The end event is fired when a connection failed which implies that any debug session is destroyed. A debugger implementation must keep track of all the debug commands it has sent and must call the callbacks with an error object in the end event.

socket.on("end", function(){
    pendingQueue.forEach(function(item) {
        item.callback(new Error("Debug Session Ended"));
    });
});

The beforeBack event fires prior to the back event and must be used by a debugger to retry those commands that have not yet been confirmed to have been received by the debugger.

socket.on("beforeBack", function(){
    pendingQueue.forEach(function(item) {
        retry(item);
    });
});

Reconnecting

Managing reconnects to an existing debug process is the primary reason for the socket and proxy. The proxy will survive a user's session; when a user disconnects (even for hours) and later returns, the debugger proxy is still running and the client can connect to it via the connection logic as described above.

Connection State

There are three connection states that are available as constants on the socket.

socket.DISCONNECTED
socket.CONNECTED
socket.CONNECTING

Test for the current state of the socket using the attached property.
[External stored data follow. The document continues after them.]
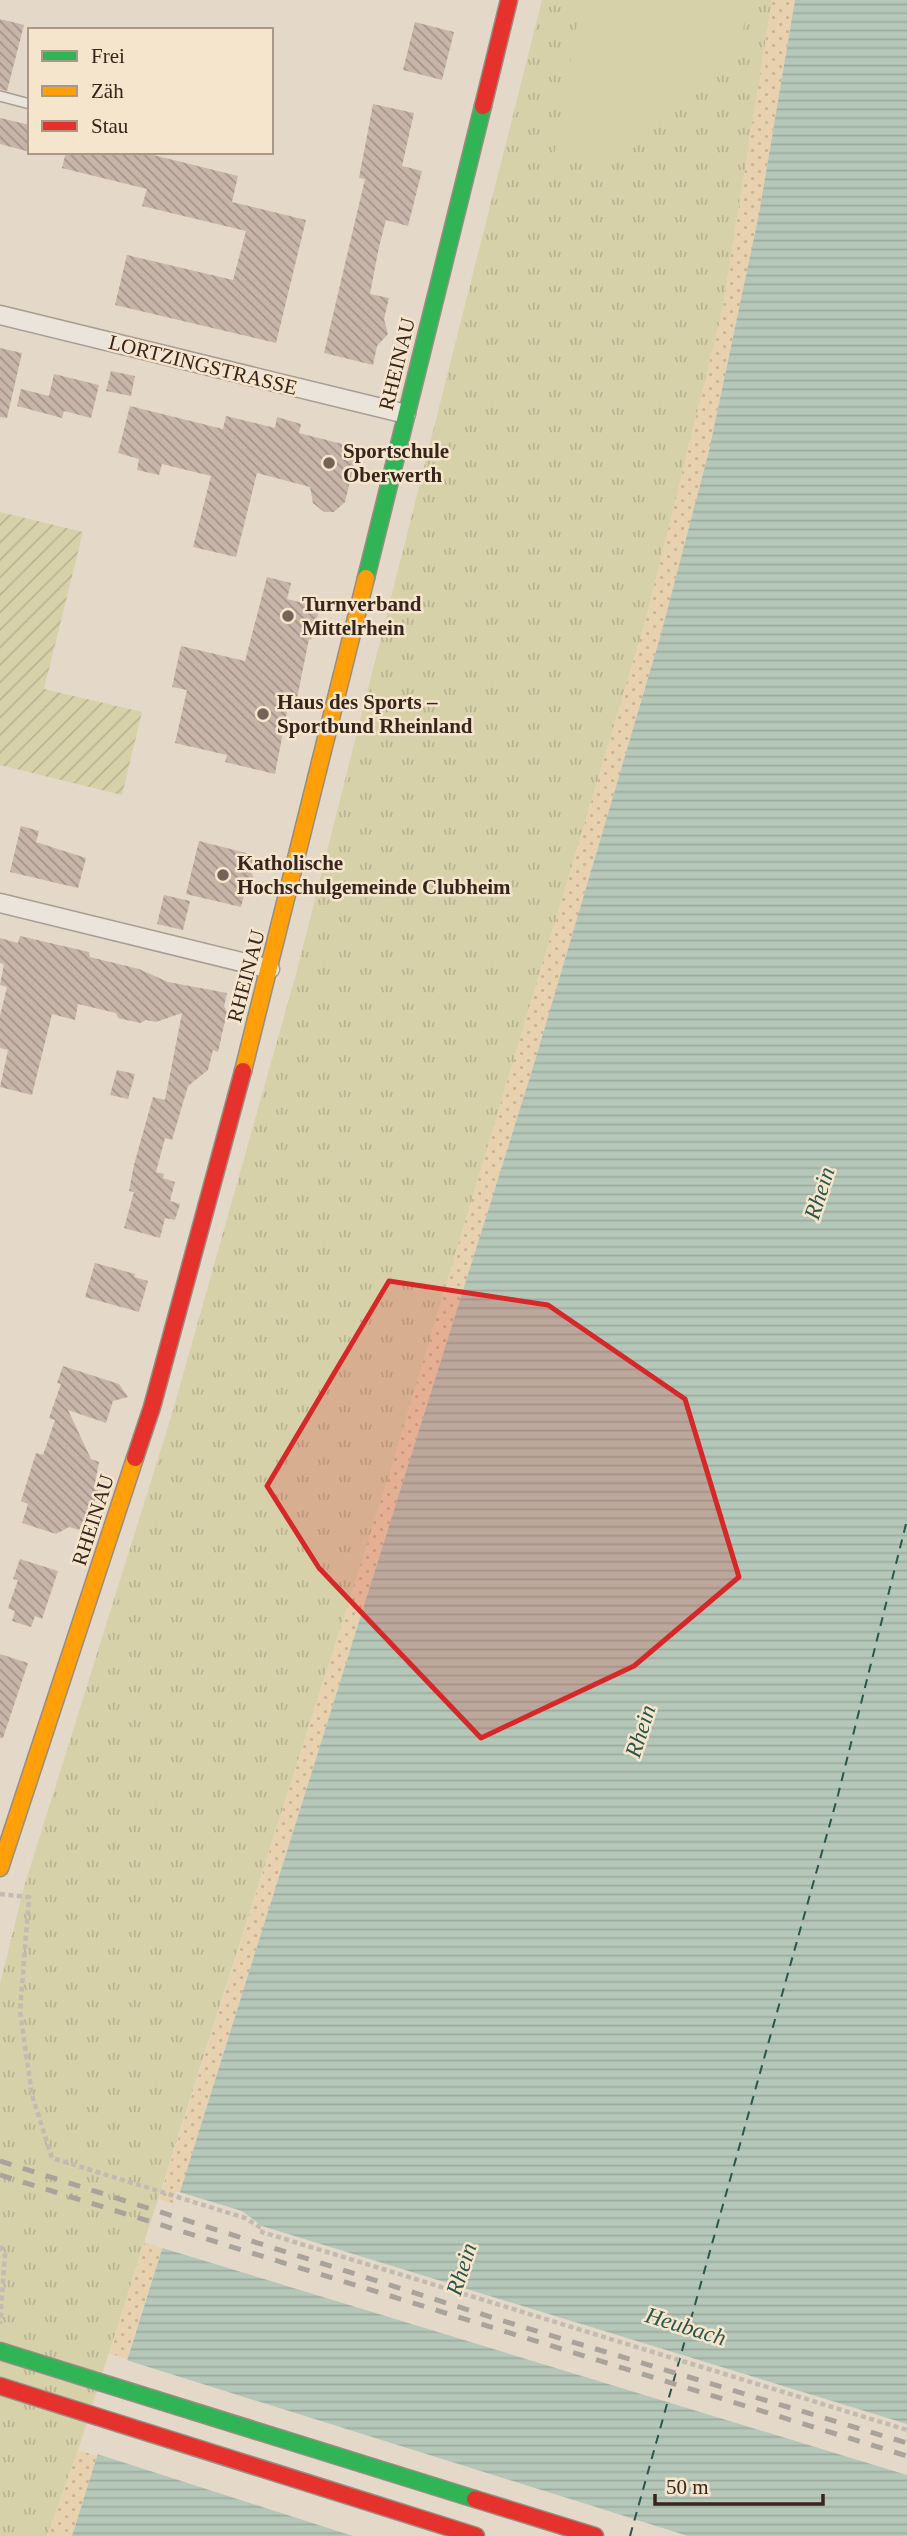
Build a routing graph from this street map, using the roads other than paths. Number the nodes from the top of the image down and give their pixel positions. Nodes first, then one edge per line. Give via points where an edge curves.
1 (509, 0) edge
2 (0, 96) edge
3 (28, 103) edge
4 (0, 315) edge
5 (407, 414) junction
6 (0, 903) edge
7 (270, 969) junction
8 (0, 1868) edge
9 (0, 2351) edge
10 (0, 2386) edge
11 (476, 2536) edge
12 (594, 2536) edge

1 - 5 main road, RHEINAU
2 - 3 lane
4 - 5 street, LORTZINGSTRASSE
5 - 7 main road, RHEINAU
6 - 7 street
7 - 8 main road, RHEINAU via 152,1407
9 - 12 main road
10 - 11 main road

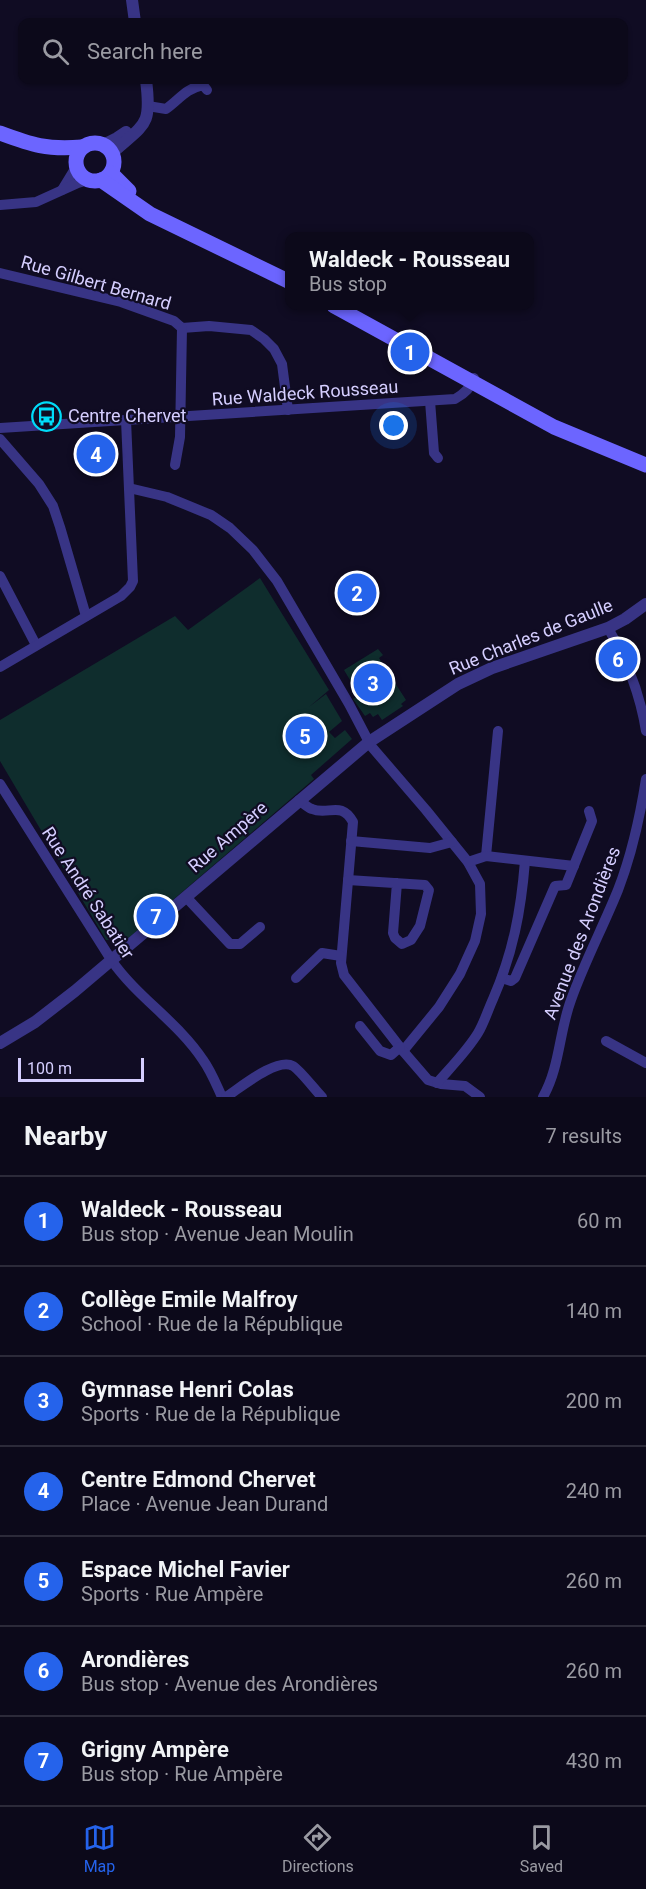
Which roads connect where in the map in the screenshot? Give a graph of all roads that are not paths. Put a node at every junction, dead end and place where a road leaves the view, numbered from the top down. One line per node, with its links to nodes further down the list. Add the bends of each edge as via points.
1 (132, 0): 2 (street)
2 (134, 18)
3 (146, 84): 5 (street)
4 (207, 90): 5 (street, via 203,85 194,87 166,109)
5 (148, 106): 8 (street, via 148,116 142,125)
6 (0, 134): 7 (main road, via 52,148); 9 (main road, via 17,147 60,156)
7 (82, 147): 8 (main road, via 92,143); 9 (main road)
8 (108, 149): 10 (main road, via 114,160)
9 (76, 165): 10 (main road, via 82,177); 11 (street)
10 (100, 178): 11 (street); 14 (main road); 15 (main road, via 150,214)
11 (62, 190): 12 (street, via 36,202)
12 (0, 205)
13 (0, 273): 18 (street, Rue Gilbert Bernard, via 121,302 174,321)
14 (285, 274)
15 (285, 280)
16 (342, 310): 19 (main road)
17 (354, 310): 19 (main road)
18 (182, 328): 21 (street, Rue Gilbert Bernard, via 251,330 264,339 282,364); 22 (street, Rue Gilbert Bernard)
19 (473, 380): 20 (street, Rue Waldeck Rousseau, via 454,399); 27 (main road)
20 (430, 401): 21 (street, Rue Waldeck Rousseau); 26 (street, via 434,453)
21 (288, 410): 22 (street, Rue Waldeck Rousseau)
22 (181, 418): 23 (street, Rue Waldeck Rousseau); 28 (street, Rue Gilbert Bernard)
23 (126, 420): 24 (street, Rue Waldeck Rousseau); 29 (street)
24 (0, 428)
25 (0, 439): 32 (street, via 39,484 52,506)
26 (438, 458)
27 (646, 464)
28 (175, 465)
29 (129, 488): 32 (street, via 132,584 121,596); 38 (street, via 167,497 211,515 247,544 277,581)
30 (0, 576): 34 (street)
31 (646, 604): 33 (street, Rue Charles de Gaulle)
32 (86, 616): 34 (street)
33 (608, 628): 37 (street, via 635,685); 38 (street, Rue Charles de Gaulle, via 492,668 458,684)
34 (36, 645): 35 (street)
35 (0, 667)
36 (498, 731): 45 (street)
37 (646, 731)
38 (369, 742): 41 (street, Rue Ampère); 44 (street)
39 (646, 779): 66 (street, Avenue des Arondières, via 633,846 572,998 553,1074)
40 (0, 784): 54 (street, Rue André Sabatier)
41 (299, 800): 43 (street, via 313,810 340,810 348,814 353,822); 51 (street, Rue Ampère)
42 (589, 811): 48 (street, via 592,821)
43 (351, 841): 44 (street, via 430,848); 49 (street)
44 (452, 842): 47 (street)
45 (486, 856): 46 (street); 47 (street)
46 (525, 861): 48 (street); 56 (street, via 515,931)
47 (468, 862): 60 (street, via 480,884 481,914 475,941 439,1007)
48 (574, 866): 56 (street, via 566,885 555,886 516,978)
49 (348, 880): 50 (street); 53 (street)
50 (397, 883): 50 (street, via 425,885 429,890 420,926 411,940 402,944 393,933)
51 (186, 897): 52 (street, via 230,944 240,945); 54 (street, Rue Ampère)
52 (260, 927)
53 (342, 956): 55 (street, via 322,954); 60 (street, via 344,975)
54 (112, 961): 59 (street, Rue Ampère, via 35,1022); 63 (street, Rue André Sabatier, via 123,977 193,1046)
55 (297, 978)
56 (502, 978): 62 (street, via 479,1032)
57 (360, 1026): 60 (street, via 380,1051 391,1055)
58 (606, 1041): 61 (street)
59 (0, 1043)
60 (401, 1049): 62 (street, via 428,1080)
61 (646, 1063)
62 (437, 1083): 65 (street, via 465,1086)
63 (224, 1097): 64 (street, Rue André Sabatier, via 282,1064 292,1065)
64 (322, 1097)
65 (480, 1097)
66 (543, 1097)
socket.connected == socket.CONNECTING

Getting a Reference to the Socket

You'll get a reference to the socket in the attach() function of your debugger plugin.

var socket;
function attach(_socket, reconnect, callback) {
    socket = _socket;

In this example we store the socket reference in a variable that is local to the plugin. This allows you to reference the socket outside of the attach() function as well. You'll most likely need the reference in the detach() function.

Sending Data

Send any utf-8 data via the socket using the send() method.